___ THE DATA ___

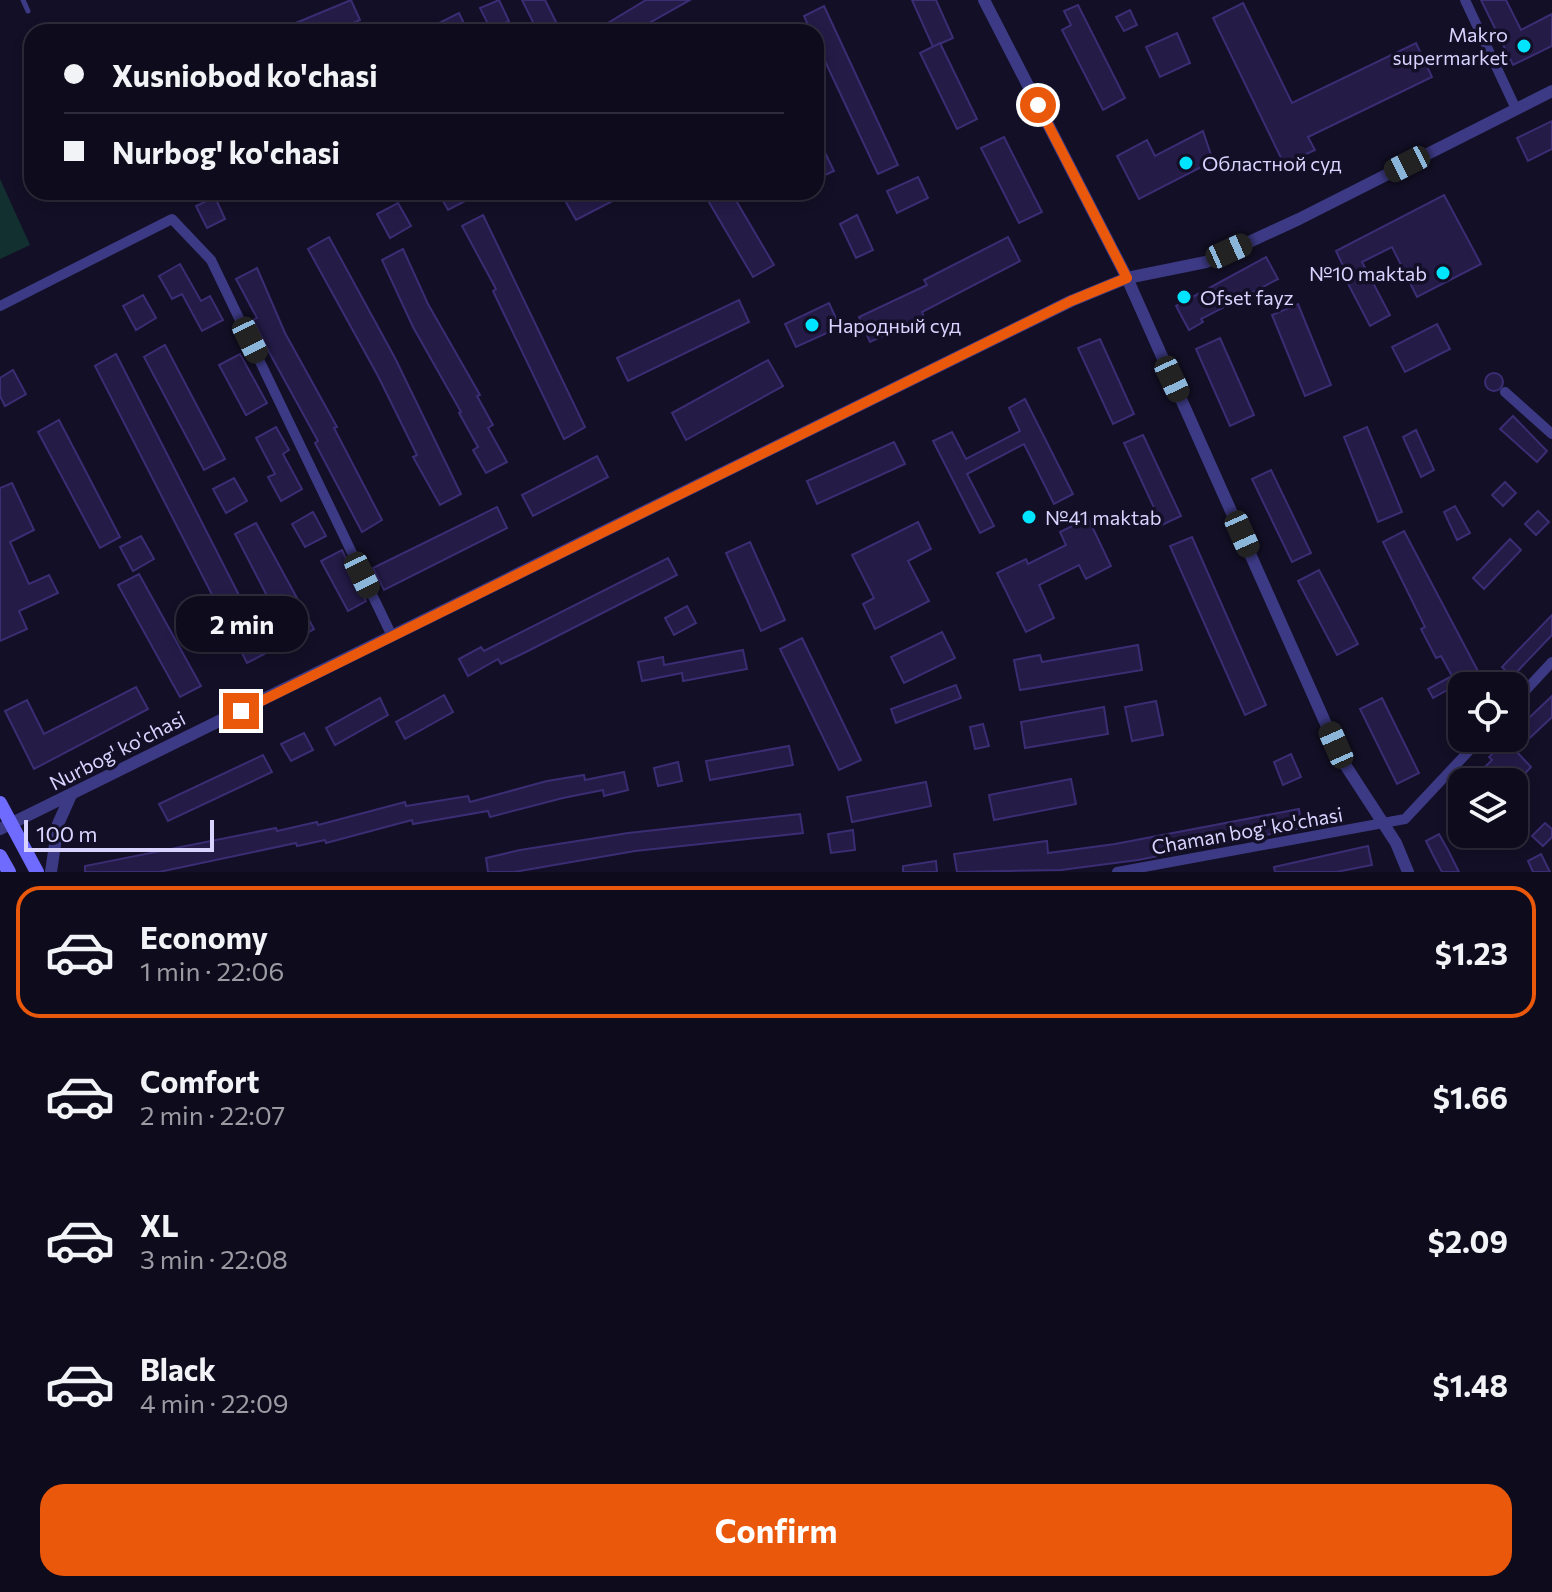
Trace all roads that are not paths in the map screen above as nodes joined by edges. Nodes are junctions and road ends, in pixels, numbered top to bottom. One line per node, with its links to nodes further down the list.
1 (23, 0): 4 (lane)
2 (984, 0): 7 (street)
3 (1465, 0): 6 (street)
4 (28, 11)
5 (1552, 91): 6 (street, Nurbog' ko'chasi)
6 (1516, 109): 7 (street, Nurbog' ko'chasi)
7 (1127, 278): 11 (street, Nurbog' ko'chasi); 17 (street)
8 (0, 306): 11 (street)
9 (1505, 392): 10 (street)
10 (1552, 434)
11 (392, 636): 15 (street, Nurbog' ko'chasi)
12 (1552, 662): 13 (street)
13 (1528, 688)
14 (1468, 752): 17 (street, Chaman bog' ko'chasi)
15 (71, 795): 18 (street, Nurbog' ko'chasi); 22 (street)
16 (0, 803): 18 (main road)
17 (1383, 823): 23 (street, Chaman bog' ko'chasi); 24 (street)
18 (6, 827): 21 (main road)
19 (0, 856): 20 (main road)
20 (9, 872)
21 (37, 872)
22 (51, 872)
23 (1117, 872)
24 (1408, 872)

___

TO DO: The required output is each record above, reproduced exactly, without its pictures.

RESULT FOR THIS TASK:
Trace all roads that are not paths in the map screen above as nodes joined by edges. Nodes are junctions and road ends, in pixels, numbered top to bottom. One line per node, with its links to nodes further down the list.
1 (23, 0): 4 (lane)
2 (984, 0): 7 (street)
3 (1465, 0): 6 (street)
4 (28, 11)
5 (1552, 91): 6 (street, Nurbog' ko'chasi)
6 (1516, 109): 7 (street, Nurbog' ko'chasi)
7 (1127, 278): 11 (street, Nurbog' ko'chasi); 17 (street)
8 (0, 306): 11 (street)
9 (1505, 392): 10 (street)
10 (1552, 434)
11 (392, 636): 15 (street, Nurbog' ko'chasi)
12 (1552, 662): 13 (street)
13 (1528, 688)
14 (1468, 752): 17 (street, Chaman bog' ko'chasi)
15 (71, 795): 18 (street, Nurbog' ko'chasi); 22 (street)
16 (0, 803): 18 (main road)
17 (1383, 823): 23 (street, Chaman bog' ko'chasi); 24 (street)
18 (6, 827): 21 (main road)
19 (0, 856): 20 (main road)
20 (9, 872)
21 (37, 872)
22 (51, 872)
23 (1117, 872)
24 (1408, 872)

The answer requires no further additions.